• [YOUR OBJECTIVE]:
All lines of the material below that include the string "overview" are to be copied.
# # # # # # #
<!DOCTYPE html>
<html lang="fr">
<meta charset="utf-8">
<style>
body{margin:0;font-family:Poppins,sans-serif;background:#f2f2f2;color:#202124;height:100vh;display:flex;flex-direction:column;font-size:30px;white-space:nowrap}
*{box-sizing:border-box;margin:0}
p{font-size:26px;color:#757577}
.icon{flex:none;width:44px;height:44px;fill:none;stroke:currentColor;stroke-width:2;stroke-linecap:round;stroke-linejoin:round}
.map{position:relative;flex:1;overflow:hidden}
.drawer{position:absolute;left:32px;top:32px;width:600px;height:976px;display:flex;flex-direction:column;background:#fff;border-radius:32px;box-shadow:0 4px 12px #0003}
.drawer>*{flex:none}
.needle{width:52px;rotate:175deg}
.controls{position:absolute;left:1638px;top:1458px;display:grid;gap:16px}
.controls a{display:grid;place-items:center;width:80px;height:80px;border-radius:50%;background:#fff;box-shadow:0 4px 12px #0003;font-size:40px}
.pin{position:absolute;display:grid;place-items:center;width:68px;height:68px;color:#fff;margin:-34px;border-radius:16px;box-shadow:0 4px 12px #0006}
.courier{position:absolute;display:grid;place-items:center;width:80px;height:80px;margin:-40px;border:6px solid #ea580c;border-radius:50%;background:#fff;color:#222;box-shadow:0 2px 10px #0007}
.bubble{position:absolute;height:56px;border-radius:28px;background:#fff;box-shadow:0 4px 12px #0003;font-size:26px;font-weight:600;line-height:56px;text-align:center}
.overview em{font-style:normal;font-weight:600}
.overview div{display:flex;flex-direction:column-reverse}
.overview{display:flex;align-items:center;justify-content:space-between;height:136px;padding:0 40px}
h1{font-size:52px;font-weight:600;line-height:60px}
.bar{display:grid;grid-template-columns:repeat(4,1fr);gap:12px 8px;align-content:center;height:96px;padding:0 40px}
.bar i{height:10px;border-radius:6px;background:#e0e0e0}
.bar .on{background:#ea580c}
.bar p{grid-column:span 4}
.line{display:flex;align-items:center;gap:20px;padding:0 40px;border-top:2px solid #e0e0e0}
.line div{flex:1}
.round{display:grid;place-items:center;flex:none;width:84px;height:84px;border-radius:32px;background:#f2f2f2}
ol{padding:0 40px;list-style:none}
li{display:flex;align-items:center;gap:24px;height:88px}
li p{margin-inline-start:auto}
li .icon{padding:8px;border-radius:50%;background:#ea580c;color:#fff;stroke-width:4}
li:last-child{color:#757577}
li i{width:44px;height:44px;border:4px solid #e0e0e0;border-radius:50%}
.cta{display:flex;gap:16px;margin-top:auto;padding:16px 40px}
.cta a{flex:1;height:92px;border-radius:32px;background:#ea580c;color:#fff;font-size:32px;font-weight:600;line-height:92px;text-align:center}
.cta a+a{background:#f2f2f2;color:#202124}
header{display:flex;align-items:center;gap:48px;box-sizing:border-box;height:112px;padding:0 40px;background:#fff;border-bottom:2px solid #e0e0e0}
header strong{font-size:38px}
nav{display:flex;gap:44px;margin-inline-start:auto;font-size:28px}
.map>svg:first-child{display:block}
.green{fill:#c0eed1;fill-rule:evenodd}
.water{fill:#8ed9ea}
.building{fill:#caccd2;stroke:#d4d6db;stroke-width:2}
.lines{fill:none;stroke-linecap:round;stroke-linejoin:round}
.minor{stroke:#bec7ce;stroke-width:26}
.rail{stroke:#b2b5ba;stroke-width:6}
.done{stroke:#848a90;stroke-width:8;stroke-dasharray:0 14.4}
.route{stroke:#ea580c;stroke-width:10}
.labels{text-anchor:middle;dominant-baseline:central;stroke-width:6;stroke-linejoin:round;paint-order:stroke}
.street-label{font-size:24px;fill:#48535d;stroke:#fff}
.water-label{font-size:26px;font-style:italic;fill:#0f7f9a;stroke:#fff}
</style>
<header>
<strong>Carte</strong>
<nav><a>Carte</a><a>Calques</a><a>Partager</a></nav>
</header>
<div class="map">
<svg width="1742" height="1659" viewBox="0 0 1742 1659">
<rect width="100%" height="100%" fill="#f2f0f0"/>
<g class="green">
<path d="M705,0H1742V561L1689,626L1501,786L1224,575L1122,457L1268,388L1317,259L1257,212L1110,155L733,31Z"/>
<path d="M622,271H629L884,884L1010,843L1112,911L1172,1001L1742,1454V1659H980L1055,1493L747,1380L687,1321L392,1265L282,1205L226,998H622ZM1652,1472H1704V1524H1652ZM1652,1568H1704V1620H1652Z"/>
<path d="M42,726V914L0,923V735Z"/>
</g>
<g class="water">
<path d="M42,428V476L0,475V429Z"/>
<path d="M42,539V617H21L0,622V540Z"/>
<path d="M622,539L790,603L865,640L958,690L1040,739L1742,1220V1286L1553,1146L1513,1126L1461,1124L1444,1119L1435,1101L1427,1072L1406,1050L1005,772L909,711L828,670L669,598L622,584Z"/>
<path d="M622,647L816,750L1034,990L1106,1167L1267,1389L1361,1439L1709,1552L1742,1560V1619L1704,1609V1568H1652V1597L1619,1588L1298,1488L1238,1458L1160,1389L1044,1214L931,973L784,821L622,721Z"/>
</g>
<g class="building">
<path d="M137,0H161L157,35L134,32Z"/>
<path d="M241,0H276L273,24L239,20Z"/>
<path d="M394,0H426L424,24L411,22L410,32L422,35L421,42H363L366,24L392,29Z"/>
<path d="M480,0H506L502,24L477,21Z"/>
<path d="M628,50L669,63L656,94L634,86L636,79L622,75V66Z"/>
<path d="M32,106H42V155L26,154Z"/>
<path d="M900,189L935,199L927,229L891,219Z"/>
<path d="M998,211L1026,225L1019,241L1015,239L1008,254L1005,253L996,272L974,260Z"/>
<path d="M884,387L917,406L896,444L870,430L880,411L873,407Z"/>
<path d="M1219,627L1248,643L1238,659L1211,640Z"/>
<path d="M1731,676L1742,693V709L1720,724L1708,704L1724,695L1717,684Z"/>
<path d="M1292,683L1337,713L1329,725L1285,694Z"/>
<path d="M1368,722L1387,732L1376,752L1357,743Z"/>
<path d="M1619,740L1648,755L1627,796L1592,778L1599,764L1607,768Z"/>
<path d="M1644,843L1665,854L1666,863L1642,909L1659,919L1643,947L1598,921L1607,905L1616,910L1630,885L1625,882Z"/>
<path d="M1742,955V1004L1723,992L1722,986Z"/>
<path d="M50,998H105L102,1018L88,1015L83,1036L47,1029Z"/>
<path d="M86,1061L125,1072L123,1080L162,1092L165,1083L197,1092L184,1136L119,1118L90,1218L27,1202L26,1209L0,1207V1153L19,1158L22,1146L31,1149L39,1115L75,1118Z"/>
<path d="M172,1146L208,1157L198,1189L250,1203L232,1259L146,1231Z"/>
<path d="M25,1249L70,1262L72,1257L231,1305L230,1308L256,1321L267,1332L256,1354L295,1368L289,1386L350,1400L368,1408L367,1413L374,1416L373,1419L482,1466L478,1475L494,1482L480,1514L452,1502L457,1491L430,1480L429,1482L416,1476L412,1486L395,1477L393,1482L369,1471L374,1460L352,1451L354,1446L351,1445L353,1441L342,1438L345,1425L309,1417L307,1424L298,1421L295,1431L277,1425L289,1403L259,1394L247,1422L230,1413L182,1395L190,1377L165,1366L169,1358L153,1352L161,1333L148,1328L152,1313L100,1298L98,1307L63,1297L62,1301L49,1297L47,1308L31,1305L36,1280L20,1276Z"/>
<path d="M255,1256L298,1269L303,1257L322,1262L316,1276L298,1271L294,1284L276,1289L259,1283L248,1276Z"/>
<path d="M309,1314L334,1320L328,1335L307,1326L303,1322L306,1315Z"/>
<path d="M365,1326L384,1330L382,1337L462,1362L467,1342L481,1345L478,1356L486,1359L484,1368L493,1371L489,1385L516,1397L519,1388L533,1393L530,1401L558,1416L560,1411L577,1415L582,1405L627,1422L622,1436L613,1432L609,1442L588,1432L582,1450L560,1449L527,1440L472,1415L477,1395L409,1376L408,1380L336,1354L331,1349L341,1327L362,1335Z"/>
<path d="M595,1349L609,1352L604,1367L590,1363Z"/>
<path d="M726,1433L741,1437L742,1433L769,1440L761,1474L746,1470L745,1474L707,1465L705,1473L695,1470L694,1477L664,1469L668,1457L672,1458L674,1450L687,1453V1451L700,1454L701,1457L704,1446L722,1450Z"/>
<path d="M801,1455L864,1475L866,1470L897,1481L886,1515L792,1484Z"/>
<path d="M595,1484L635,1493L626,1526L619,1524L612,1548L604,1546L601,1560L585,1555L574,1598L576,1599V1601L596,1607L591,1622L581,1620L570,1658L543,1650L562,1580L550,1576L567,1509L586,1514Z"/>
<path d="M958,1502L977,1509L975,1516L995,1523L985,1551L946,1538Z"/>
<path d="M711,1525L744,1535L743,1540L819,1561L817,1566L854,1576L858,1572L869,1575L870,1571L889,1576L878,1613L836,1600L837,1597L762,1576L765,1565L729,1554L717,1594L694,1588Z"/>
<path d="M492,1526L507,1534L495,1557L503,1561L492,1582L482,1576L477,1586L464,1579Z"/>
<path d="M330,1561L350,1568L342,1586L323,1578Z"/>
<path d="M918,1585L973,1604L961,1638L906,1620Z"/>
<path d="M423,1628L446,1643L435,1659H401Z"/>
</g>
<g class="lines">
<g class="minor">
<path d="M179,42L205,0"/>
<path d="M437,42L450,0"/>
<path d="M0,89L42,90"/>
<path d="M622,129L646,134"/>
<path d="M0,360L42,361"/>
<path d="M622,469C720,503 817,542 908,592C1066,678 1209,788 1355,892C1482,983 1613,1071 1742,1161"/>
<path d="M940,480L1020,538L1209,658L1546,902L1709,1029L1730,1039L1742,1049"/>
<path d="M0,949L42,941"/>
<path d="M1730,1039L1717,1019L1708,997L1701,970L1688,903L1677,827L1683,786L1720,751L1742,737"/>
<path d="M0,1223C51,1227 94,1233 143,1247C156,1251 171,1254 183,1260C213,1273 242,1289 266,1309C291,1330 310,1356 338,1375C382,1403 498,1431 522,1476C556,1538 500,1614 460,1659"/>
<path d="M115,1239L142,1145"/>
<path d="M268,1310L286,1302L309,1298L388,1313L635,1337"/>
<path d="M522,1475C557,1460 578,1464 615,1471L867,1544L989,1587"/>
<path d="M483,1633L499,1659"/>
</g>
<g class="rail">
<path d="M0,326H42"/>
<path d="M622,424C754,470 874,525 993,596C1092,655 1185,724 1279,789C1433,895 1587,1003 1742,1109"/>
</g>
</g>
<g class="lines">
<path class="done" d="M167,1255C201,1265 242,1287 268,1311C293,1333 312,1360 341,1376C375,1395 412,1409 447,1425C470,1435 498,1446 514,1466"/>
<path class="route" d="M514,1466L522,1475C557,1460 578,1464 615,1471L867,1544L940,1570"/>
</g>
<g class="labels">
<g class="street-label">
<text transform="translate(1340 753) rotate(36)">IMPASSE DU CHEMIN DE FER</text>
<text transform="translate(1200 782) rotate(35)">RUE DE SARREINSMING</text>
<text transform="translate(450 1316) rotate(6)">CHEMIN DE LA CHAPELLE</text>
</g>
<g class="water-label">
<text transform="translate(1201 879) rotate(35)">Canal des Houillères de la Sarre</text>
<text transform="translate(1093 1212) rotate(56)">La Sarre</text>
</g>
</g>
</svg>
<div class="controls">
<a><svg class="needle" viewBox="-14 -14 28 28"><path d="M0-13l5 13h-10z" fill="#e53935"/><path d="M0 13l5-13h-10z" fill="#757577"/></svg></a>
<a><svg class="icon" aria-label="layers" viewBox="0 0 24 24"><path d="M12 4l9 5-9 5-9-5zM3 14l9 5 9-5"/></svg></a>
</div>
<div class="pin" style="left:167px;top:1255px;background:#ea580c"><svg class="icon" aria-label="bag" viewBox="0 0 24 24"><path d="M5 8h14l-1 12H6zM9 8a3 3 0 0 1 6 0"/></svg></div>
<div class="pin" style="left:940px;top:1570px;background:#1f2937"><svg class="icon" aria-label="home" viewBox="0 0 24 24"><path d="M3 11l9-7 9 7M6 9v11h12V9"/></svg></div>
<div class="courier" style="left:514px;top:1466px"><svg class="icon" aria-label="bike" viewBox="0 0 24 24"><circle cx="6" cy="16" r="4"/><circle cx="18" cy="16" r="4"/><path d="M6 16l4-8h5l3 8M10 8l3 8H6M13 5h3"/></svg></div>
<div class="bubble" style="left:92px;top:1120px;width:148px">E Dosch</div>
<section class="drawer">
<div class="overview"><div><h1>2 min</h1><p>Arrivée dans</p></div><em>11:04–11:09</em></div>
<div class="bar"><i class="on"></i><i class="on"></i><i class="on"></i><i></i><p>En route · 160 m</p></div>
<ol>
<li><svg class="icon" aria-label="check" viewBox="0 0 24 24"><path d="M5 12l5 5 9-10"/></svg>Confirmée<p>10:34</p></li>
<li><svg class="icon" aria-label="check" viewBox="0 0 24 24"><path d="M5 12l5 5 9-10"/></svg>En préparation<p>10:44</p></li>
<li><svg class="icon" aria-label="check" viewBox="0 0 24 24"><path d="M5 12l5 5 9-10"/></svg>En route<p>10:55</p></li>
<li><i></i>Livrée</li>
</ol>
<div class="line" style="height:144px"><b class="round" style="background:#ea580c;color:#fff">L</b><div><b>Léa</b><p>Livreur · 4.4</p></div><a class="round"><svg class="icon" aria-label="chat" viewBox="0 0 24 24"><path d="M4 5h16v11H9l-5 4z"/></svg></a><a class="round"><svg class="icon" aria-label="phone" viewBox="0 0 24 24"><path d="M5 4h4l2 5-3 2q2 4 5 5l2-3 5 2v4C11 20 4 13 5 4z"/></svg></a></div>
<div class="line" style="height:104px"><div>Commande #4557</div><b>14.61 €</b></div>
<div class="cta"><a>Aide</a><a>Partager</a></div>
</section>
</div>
# # # # # # #
• [REPLY]:
.overview em{font-style:normal;font-weight:600}
.overview div{display:flex;flex-direction:column-reverse}
.overview{display:flex;align-items:center;justify-content:space-between;height:136px;padding:0 40px}
<div class="overview"><div><h1>2 min</h1><p>Arrivée dans</p></div><em>11:04–11:09</em></div>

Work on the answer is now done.